SI.com

Meeting of the minds

NCAA needs to provide leadership in the conference shuffle

Posted: Friday May 23, 2003 12:08 PM
  Mike Fish - Straight Shooting

Hold on a second, please. Before Big East commissioner Mike Tranghese blows another gasket and goes off linking Donna Shalala and her coveted University of Miami football team to the sluggish national economy or other money matters, somebody needs to call a long timeout.

From the sound of things, it’s almost certain that Miami, with Boston College and Syracuse trucking behind, is off to the Atlantic Coast Conference. Tranghese, presumably with a slight wink, calls this dastardly poaching on the part of the ACC. Others see it simply as a shrewd business decision in the big money game of college sports.

Pick your side in this verbal jostling, but what’s needed now is a leader to step into the fray. Not a voice directly tied to the resolution, or an emotional character blind to the big picture. Hey, what better time than for Myles Brand, new honcho at the NCAA, to cast himself into the scene?

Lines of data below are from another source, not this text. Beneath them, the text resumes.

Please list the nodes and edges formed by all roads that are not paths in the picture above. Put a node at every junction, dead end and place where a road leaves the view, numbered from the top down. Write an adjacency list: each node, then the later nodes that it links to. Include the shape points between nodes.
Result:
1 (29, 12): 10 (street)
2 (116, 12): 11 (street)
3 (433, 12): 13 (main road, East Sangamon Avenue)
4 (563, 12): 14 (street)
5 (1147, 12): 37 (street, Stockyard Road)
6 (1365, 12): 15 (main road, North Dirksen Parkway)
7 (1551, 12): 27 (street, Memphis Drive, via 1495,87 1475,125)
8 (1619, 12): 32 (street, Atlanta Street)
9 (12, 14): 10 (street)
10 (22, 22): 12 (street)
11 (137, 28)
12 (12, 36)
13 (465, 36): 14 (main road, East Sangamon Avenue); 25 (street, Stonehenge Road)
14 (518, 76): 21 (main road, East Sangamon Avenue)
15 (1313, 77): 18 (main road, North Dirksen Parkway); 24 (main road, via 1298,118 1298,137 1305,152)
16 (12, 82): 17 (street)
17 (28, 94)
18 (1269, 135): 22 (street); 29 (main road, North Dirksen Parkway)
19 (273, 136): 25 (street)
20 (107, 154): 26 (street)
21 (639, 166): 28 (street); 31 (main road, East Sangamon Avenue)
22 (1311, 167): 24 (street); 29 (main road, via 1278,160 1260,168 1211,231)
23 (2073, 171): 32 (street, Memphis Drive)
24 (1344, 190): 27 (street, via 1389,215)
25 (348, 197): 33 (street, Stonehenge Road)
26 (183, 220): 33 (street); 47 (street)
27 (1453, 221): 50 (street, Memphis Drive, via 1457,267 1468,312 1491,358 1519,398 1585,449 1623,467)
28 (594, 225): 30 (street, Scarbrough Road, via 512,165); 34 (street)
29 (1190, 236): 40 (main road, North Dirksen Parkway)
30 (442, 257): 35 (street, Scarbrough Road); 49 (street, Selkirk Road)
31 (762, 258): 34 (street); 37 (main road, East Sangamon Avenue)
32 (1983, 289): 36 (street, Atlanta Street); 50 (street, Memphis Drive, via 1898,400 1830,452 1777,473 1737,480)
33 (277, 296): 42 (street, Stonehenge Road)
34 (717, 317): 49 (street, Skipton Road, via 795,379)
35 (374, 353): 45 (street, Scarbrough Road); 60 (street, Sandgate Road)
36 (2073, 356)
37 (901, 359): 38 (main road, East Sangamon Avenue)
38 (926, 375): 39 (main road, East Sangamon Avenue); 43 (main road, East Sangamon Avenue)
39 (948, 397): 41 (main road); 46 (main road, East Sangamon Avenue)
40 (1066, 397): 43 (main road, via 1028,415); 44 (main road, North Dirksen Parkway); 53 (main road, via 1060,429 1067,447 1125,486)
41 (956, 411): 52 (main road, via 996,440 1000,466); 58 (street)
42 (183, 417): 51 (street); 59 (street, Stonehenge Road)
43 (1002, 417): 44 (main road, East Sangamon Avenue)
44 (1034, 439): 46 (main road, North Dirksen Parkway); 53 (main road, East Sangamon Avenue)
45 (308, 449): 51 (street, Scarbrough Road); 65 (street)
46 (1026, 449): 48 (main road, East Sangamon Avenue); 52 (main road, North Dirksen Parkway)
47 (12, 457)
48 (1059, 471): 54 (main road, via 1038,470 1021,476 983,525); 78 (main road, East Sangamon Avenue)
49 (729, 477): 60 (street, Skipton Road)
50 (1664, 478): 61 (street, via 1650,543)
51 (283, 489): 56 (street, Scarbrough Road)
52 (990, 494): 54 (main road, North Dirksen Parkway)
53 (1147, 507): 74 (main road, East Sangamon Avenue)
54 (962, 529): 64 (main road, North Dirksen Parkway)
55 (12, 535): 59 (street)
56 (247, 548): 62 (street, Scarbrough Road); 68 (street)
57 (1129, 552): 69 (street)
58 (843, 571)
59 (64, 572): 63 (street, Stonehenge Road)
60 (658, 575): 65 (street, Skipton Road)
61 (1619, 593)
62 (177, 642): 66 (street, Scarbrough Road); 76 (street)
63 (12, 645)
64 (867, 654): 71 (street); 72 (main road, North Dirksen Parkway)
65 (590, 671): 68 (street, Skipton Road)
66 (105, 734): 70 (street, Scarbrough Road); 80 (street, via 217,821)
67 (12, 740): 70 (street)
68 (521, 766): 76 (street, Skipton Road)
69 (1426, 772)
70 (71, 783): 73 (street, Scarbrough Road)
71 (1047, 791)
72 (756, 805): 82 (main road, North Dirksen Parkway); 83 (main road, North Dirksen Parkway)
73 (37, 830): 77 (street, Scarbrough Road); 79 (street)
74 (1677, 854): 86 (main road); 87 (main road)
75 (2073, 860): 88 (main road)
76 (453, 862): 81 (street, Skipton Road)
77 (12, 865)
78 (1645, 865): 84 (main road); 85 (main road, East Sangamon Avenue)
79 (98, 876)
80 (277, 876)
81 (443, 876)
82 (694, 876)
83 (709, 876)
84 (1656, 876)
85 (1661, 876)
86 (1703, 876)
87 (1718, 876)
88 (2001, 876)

Call a summit of college athletic leaders. Invite the conference commissioners and college presidents from the NCAA management council. And don’t leave out decision makers from the TV networks, the mad money behind college sports.

If nothing else, this is a great opportunity to sit down for a few days in Ponte Verda Beach, Destin or some other Florida coastal resort and talk about how best to realign conferences. See what can be done to tweak the crazy geographical alignments. Try to reduce the travel and time away from the classroom. Tinker with putting the basketball-only schools in separate conferences.

Do it now, before the next big round of TV contract negotiations.

What’s playing out now is about forging super conferences to position for postseason championship game revenue and, if lucky, another lucrative BCS slot. We’re watching mergers and acquisitions in the college game -- and don’t bank on it ending once the ACC fattens up.

Word is the Big Ten could again extend an invitation to Notre Dame. If the Irish decline, Pittsburgh figures to be a logical second choice. The Pac-10 is thought to be eyeing Brigham Young and Utah. And watch out, Mr. Tranghese -- Atlantic 10 commissioner Linda Bruno is on record saying her conference would aggressively court the Big East basketball schools if you lose Miami and the two sheep.

“Once the domino falls into place with the ACC and the Big East finishes positioning themselves with the media, whining, crying or whatever they are going to do, then you can throw everybody in a room," said Wood Selig, athletic director at Western Kentucky. “Get everybody talking and try to figure out what’s best for college athletics. We’re all bleeding financially. We need help academically with a reduction of missed class time. And the further flung your league is, the more class time you’re asking student-athletes to miss."

This is something the Knight Commission has pushed over the years. Yet judging from the conversation around college athletics these days, the No. 1 priority is making a buck. Or not losing too many.

If anyone thinks for a second the proposed ACC enlargement is about cutting travel miles and forging geographic rivalries, they’re wrong. Granted, Miami will significantly reduce its travel cost, though Boston College and Syracuse would be traveling in the opposite direction.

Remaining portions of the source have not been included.